WHAT THE TASK ASKS:
Copy all lines containing the string "Ζησιμοπούλου" from the records below.

[Stored data entries]
::::::::::
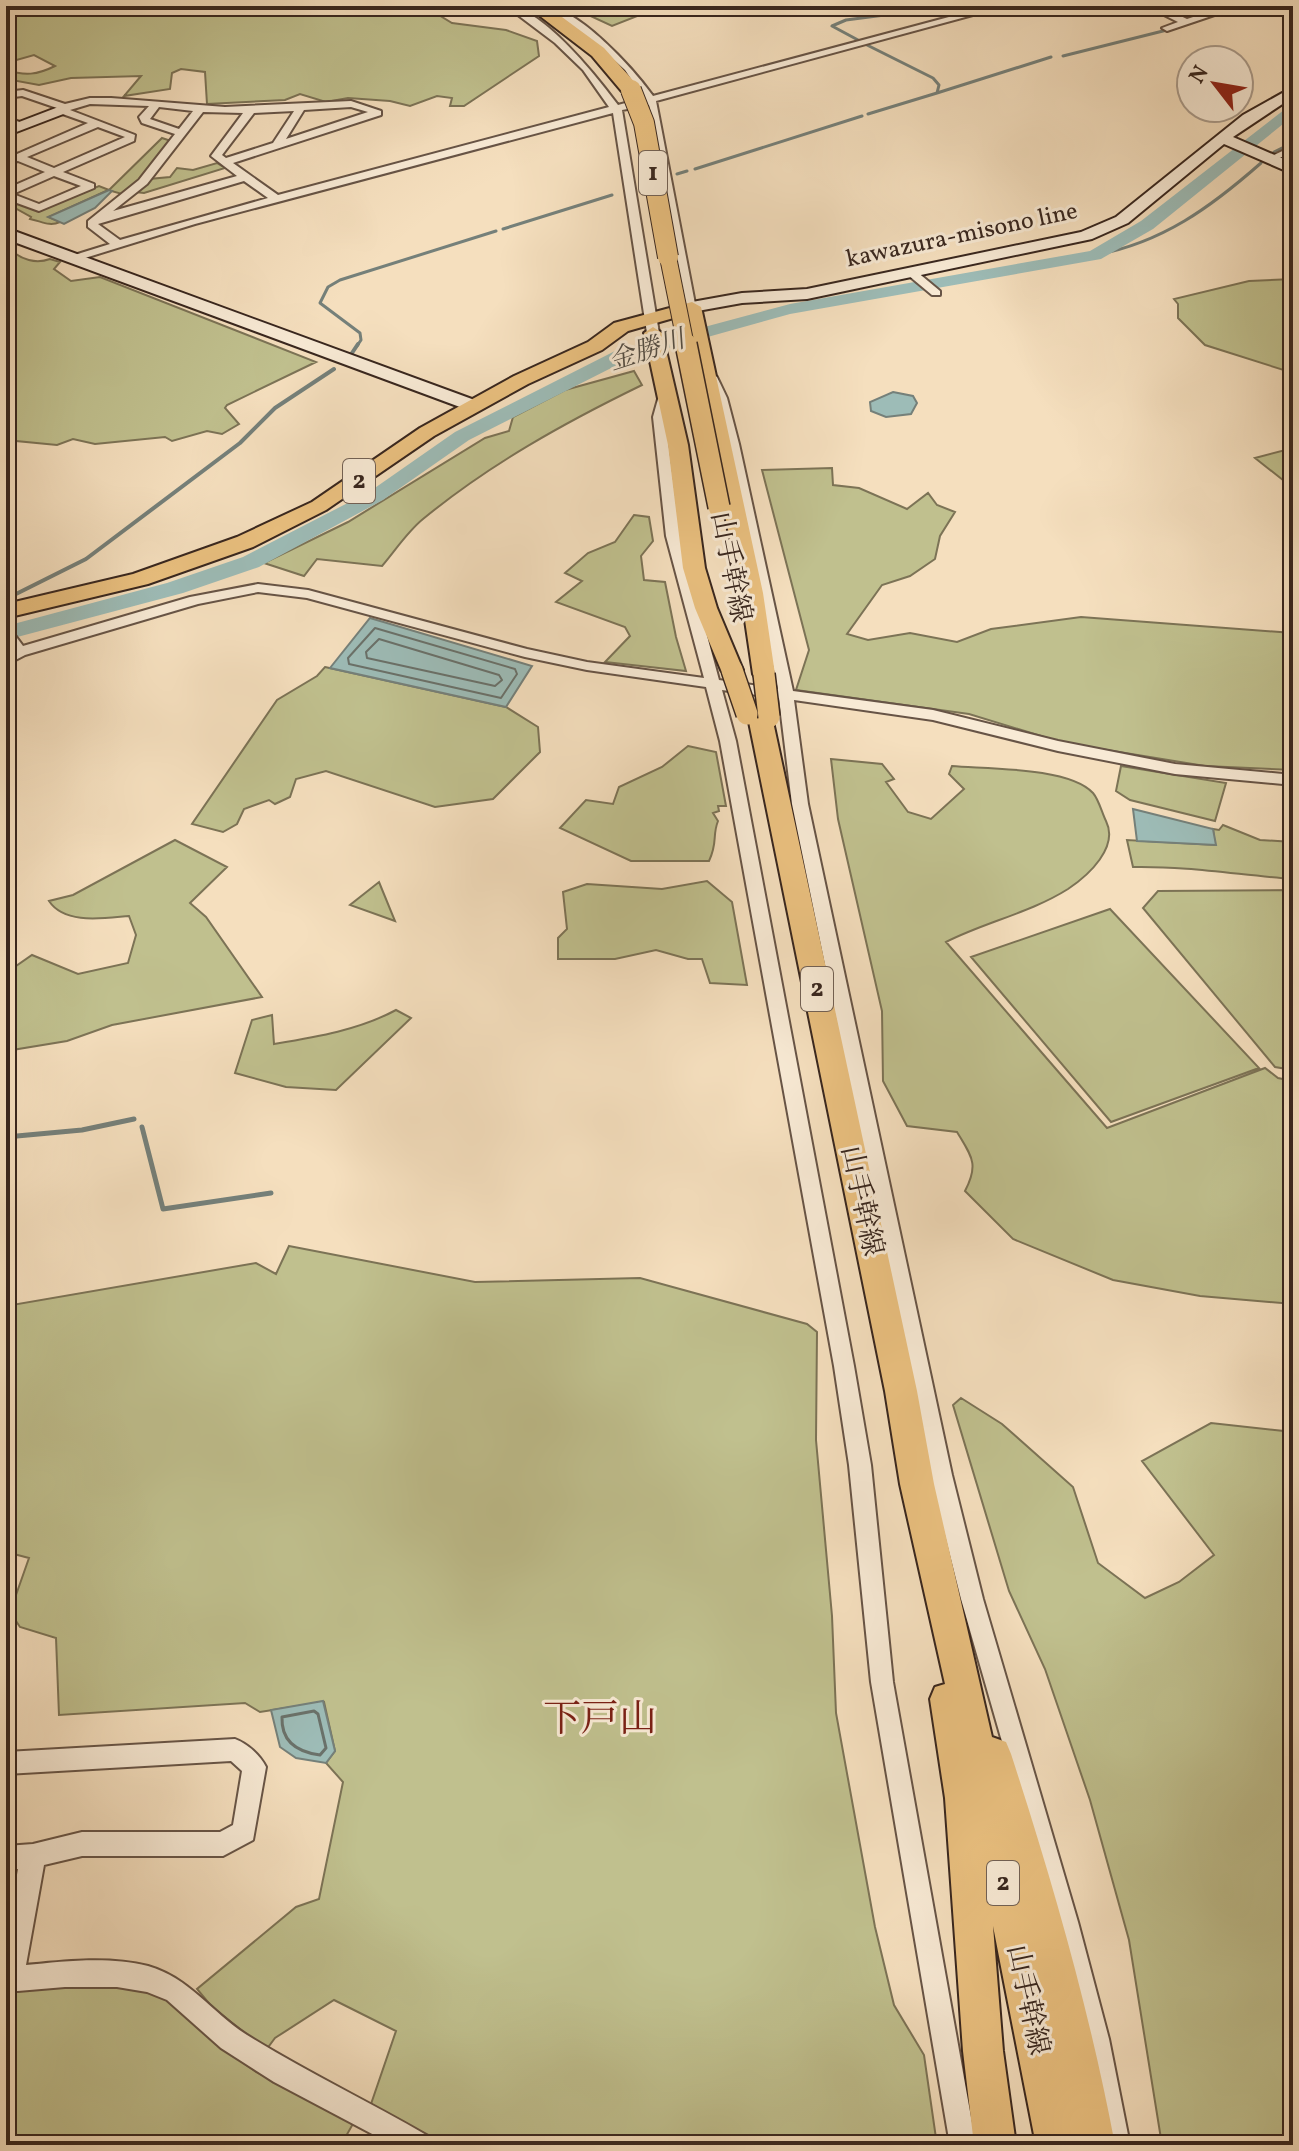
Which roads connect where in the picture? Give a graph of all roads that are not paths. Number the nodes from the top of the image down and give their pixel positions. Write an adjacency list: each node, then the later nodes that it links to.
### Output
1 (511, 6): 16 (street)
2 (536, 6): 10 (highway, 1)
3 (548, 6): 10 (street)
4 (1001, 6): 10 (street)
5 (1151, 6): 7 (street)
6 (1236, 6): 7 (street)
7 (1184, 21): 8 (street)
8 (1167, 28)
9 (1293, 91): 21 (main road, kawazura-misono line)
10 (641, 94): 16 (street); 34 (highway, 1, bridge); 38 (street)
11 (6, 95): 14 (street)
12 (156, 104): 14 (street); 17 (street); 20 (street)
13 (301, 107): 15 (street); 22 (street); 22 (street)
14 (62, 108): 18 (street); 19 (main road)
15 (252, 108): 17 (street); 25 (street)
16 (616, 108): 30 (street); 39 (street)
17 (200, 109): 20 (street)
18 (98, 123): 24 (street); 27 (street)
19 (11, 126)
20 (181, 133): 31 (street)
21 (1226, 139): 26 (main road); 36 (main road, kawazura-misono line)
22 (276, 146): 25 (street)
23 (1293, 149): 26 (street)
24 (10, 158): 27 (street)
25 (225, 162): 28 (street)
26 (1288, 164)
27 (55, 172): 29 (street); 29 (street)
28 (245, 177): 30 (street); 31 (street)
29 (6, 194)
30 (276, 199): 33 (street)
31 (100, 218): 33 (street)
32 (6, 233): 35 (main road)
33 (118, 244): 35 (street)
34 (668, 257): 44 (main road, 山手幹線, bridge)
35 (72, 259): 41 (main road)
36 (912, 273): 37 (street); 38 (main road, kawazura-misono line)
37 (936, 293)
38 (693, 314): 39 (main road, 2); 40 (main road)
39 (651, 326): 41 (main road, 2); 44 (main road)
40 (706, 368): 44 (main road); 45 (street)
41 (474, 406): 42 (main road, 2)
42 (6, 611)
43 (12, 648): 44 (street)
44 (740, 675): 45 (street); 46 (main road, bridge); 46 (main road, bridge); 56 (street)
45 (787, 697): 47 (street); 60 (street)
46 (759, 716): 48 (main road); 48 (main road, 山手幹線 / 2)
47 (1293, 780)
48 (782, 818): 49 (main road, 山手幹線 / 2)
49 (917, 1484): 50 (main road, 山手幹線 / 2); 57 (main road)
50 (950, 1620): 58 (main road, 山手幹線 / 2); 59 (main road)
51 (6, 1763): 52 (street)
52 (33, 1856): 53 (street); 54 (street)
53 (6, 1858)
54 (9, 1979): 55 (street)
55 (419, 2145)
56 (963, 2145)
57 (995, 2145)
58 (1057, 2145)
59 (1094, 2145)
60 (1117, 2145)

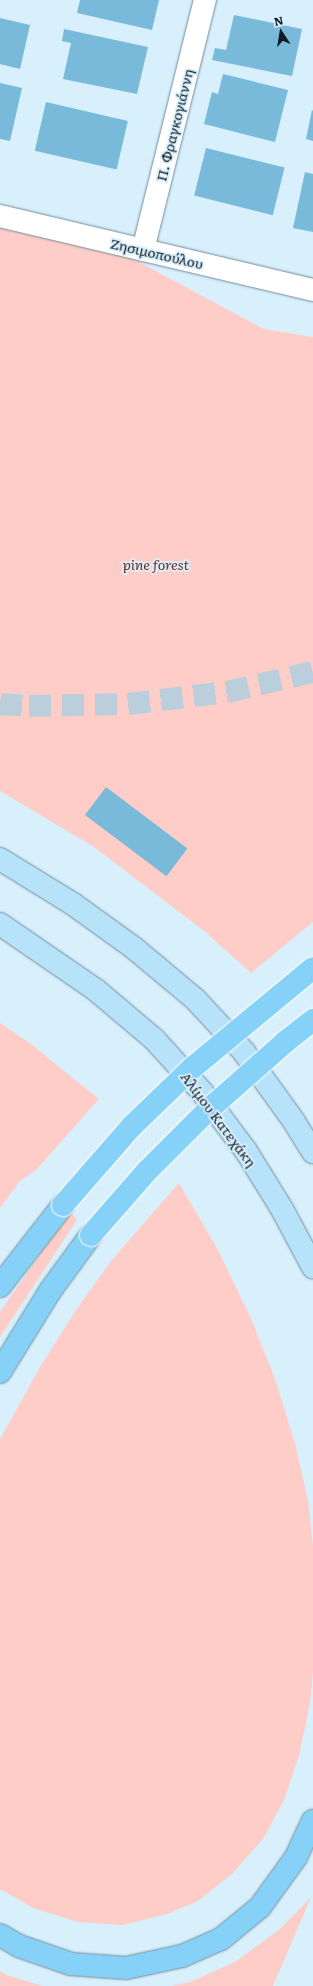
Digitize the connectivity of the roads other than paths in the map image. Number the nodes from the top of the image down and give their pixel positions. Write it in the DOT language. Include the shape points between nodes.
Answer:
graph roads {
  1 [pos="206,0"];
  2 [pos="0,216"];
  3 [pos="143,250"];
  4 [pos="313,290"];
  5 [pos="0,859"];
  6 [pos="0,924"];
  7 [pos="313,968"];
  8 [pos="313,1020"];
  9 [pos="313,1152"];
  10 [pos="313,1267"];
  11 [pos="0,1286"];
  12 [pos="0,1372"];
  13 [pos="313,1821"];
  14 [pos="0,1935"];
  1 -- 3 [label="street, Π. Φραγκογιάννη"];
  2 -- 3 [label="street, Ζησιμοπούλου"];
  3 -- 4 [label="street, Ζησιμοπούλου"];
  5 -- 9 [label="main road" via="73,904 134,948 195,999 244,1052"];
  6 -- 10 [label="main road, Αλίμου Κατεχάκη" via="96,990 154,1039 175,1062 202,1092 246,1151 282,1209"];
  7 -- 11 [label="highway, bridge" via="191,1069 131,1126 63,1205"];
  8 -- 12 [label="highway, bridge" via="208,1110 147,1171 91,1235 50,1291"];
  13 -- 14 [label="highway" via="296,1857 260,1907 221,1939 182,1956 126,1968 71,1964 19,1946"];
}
::::::::::
SOLUTION TO THIS EXERCISE:
  2 -- 3 [label="street, Ζησιμοπούλου"];
  3 -- 4 [label="street, Ζησιμοπούλου"];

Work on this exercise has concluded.